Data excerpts

_ _ _ _

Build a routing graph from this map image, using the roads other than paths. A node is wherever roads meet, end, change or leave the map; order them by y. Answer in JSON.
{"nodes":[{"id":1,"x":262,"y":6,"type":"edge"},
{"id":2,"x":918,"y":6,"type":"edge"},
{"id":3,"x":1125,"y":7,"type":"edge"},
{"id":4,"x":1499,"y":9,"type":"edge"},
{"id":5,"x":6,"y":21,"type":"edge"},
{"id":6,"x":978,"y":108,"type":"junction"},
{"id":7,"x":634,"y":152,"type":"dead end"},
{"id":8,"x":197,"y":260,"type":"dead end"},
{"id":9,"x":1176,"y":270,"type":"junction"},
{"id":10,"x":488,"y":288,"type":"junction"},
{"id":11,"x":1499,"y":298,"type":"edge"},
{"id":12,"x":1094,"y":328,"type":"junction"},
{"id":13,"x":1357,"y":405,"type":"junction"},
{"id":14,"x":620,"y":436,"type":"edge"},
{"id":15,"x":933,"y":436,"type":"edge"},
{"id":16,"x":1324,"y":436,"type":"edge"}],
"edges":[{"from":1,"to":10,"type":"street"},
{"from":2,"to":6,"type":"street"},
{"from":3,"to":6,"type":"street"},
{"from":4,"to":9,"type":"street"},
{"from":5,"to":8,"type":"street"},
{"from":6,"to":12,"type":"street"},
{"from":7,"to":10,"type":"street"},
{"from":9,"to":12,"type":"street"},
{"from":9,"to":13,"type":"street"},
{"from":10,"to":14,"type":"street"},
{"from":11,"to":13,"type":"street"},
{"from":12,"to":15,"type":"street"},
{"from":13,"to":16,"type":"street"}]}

_ _ _ _

About this task -> Some lines above may contain the string "dead". State how many of them the records have, and nothing more.

Task response -> 2